Material provided -
+-------+
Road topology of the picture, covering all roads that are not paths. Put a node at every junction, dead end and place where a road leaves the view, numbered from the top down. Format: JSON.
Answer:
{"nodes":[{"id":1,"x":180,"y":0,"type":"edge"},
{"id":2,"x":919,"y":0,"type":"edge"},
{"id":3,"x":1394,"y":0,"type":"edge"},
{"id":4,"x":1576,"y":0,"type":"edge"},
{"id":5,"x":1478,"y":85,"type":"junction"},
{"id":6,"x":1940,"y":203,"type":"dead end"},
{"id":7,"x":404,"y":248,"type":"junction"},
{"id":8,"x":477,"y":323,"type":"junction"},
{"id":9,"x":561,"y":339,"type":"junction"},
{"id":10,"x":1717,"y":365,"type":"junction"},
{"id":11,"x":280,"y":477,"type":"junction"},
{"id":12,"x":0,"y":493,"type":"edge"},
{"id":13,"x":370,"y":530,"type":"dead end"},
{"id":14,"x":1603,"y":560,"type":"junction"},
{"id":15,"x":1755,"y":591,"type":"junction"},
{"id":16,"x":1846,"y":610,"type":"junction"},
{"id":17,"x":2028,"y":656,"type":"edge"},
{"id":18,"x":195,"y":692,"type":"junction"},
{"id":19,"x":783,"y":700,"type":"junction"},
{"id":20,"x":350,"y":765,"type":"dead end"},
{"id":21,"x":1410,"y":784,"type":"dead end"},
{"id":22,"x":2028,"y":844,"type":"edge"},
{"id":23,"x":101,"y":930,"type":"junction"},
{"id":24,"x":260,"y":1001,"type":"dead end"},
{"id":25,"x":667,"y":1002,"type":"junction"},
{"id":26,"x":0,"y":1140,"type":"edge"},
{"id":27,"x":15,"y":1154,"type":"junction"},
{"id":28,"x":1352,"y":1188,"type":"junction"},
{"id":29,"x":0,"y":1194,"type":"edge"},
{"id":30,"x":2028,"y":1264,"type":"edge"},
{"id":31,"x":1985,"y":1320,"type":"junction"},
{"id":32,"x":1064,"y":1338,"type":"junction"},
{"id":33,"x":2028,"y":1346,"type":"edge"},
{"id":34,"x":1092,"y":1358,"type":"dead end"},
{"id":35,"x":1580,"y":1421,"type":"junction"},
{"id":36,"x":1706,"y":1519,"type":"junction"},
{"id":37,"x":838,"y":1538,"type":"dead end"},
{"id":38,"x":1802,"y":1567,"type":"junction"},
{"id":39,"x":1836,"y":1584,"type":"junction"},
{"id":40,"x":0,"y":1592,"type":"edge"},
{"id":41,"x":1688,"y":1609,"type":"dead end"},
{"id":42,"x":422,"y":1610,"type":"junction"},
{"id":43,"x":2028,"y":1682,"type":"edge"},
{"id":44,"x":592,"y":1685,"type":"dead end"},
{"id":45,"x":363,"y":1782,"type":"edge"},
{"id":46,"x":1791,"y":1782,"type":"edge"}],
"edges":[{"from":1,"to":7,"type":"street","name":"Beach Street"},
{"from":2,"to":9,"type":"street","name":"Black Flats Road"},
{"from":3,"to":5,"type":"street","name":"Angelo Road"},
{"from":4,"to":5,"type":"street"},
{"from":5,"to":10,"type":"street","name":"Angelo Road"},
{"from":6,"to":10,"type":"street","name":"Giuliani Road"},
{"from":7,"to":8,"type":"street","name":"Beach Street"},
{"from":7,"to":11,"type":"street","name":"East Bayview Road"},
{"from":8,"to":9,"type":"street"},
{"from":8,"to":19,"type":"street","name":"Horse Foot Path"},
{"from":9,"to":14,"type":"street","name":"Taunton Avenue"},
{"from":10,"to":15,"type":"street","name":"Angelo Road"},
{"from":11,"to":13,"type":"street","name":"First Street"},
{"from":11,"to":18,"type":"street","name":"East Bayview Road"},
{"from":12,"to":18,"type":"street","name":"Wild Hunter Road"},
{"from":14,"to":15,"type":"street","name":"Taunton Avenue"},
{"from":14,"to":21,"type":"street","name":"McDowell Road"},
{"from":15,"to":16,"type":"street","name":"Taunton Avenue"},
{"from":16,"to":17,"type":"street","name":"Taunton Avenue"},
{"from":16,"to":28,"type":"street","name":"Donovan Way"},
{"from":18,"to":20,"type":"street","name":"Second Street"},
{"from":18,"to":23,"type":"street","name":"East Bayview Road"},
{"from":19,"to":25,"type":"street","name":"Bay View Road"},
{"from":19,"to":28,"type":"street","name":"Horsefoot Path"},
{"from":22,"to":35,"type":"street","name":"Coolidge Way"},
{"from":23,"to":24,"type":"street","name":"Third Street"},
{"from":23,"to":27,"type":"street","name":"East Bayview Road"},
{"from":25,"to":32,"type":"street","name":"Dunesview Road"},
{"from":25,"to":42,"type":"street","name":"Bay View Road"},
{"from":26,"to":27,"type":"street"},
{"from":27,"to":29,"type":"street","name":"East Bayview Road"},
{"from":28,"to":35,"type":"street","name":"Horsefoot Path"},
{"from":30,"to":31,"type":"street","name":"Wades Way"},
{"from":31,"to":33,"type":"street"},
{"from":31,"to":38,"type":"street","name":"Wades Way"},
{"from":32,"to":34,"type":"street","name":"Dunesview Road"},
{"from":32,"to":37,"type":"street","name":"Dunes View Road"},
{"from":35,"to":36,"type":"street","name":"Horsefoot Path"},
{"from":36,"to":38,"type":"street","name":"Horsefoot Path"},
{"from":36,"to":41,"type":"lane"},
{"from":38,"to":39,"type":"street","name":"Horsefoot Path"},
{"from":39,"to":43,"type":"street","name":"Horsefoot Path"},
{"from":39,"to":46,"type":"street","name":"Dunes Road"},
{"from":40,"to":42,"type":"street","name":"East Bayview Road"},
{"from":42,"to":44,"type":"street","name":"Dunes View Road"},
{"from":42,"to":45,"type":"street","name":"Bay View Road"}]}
+-------+
Instructions for the task -
The full listing above is to be given again exactly.

Your response -
Road topology of the picture, covering all roads that are not paths. Put a node at every junction, dead end and place where a road leaves the view, numbered from the top down. Format: JSON.
Answer:
{"nodes":[{"id":1,"x":180,"y":0,"type":"edge"},
{"id":2,"x":919,"y":0,"type":"edge"},
{"id":3,"x":1394,"y":0,"type":"edge"},
{"id":4,"x":1576,"y":0,"type":"edge"},
{"id":5,"x":1478,"y":85,"type":"junction"},
{"id":6,"x":1940,"y":203,"type":"dead end"},
{"id":7,"x":404,"y":248,"type":"junction"},
{"id":8,"x":477,"y":323,"type":"junction"},
{"id":9,"x":561,"y":339,"type":"junction"},
{"id":10,"x":1717,"y":365,"type":"junction"},
{"id":11,"x":280,"y":477,"type":"junction"},
{"id":12,"x":0,"y":493,"type":"edge"},
{"id":13,"x":370,"y":530,"type":"dead end"},
{"id":14,"x":1603,"y":560,"type":"junction"},
{"id":15,"x":1755,"y":591,"type":"junction"},
{"id":16,"x":1846,"y":610,"type":"junction"},
{"id":17,"x":2028,"y":656,"type":"edge"},
{"id":18,"x":195,"y":692,"type":"junction"},
{"id":19,"x":783,"y":700,"type":"junction"},
{"id":20,"x":350,"y":765,"type":"dead end"},
{"id":21,"x":1410,"y":784,"type":"dead end"},
{"id":22,"x":2028,"y":844,"type":"edge"},
{"id":23,"x":101,"y":930,"type":"junction"},
{"id":24,"x":260,"y":1001,"type":"dead end"},
{"id":25,"x":667,"y":1002,"type":"junction"},
{"id":26,"x":0,"y":1140,"type":"edge"},
{"id":27,"x":15,"y":1154,"type":"junction"},
{"id":28,"x":1352,"y":1188,"type":"junction"},
{"id":29,"x":0,"y":1194,"type":"edge"},
{"id":30,"x":2028,"y":1264,"type":"edge"},
{"id":31,"x":1985,"y":1320,"type":"junction"},
{"id":32,"x":1064,"y":1338,"type":"junction"},
{"id":33,"x":2028,"y":1346,"type":"edge"},
{"id":34,"x":1092,"y":1358,"type":"dead end"},
{"id":35,"x":1580,"y":1421,"type":"junction"},
{"id":36,"x":1706,"y":1519,"type":"junction"},
{"id":37,"x":838,"y":1538,"type":"dead end"},
{"id":38,"x":1802,"y":1567,"type":"junction"},
{"id":39,"x":1836,"y":1584,"type":"junction"},
{"id":40,"x":0,"y":1592,"type":"edge"},
{"id":41,"x":1688,"y":1609,"type":"dead end"},
{"id":42,"x":422,"y":1610,"type":"junction"},
{"id":43,"x":2028,"y":1682,"type":"edge"},
{"id":44,"x":592,"y":1685,"type":"dead end"},
{"id":45,"x":363,"y":1782,"type":"edge"},
{"id":46,"x":1791,"y":1782,"type":"edge"}],
"edges":[{"from":1,"to":7,"type":"street","name":"Beach Street"},
{"from":2,"to":9,"type":"street","name":"Black Flats Road"},
{"from":3,"to":5,"type":"street","name":"Angelo Road"},
{"from":4,"to":5,"type":"street"},
{"from":5,"to":10,"type":"street","name":"Angelo Road"},
{"from":6,"to":10,"type":"street","name":"Giuliani Road"},
{"from":7,"to":8,"type":"street","name":"Beach Street"},
{"from":7,"to":11,"type":"street","name":"East Bayview Road"},
{"from":8,"to":9,"type":"street"},
{"from":8,"to":19,"type":"street","name":"Horse Foot Path"},
{"from":9,"to":14,"type":"street","name":"Taunton Avenue"},
{"from":10,"to":15,"type":"street","name":"Angelo Road"},
{"from":11,"to":13,"type":"street","name":"First Street"},
{"from":11,"to":18,"type":"street","name":"East Bayview Road"},
{"from":12,"to":18,"type":"street","name":"Wild Hunter Road"},
{"from":14,"to":15,"type":"street","name":"Taunton Avenue"},
{"from":14,"to":21,"type":"street","name":"McDowell Road"},
{"from":15,"to":16,"type":"street","name":"Taunton Avenue"},
{"from":16,"to":17,"type":"street","name":"Taunton Avenue"},
{"from":16,"to":28,"type":"street","name":"Donovan Way"},
{"from":18,"to":20,"type":"street","name":"Second Street"},
{"from":18,"to":23,"type":"street","name":"East Bayview Road"},
{"from":19,"to":25,"type":"street","name":"Bay View Road"},
{"from":19,"to":28,"type":"street","name":"Horsefoot Path"},
{"from":22,"to":35,"type":"street","name":"Coolidge Way"},
{"from":23,"to":24,"type":"street","name":"Third Street"},
{"from":23,"to":27,"type":"street","name":"East Bayview Road"},
{"from":25,"to":32,"type":"street","name":"Dunesview Road"},
{"from":25,"to":42,"type":"street","name":"Bay View Road"},
{"from":26,"to":27,"type":"street"},
{"from":27,"to":29,"type":"street","name":"East Bayview Road"},
{"from":28,"to":35,"type":"street","name":"Horsefoot Path"},
{"from":30,"to":31,"type":"street","name":"Wades Way"},
{"from":31,"to":33,"type":"street"},
{"from":31,"to":38,"type":"street","name":"Wades Way"},
{"from":32,"to":34,"type":"street","name":"Dunesview Road"},
{"from":32,"to":37,"type":"street","name":"Dunes View Road"},
{"from":35,"to":36,"type":"street","name":"Horsefoot Path"},
{"from":36,"to":38,"type":"street","name":"Horsefoot Path"},
{"from":36,"to":41,"type":"lane"},
{"from":38,"to":39,"type":"street","name":"Horsefoot Path"},
{"from":39,"to":43,"type":"street","name":"Horsefoot Path"},
{"from":39,"to":46,"type":"street","name":"Dunes Road"},
{"from":40,"to":42,"type":"street","name":"East Bayview Road"},
{"from":42,"to":44,"type":"street","name":"Dunes View Road"},
{"from":42,"to":45,"type":"street","name":"Bay View Road"}]}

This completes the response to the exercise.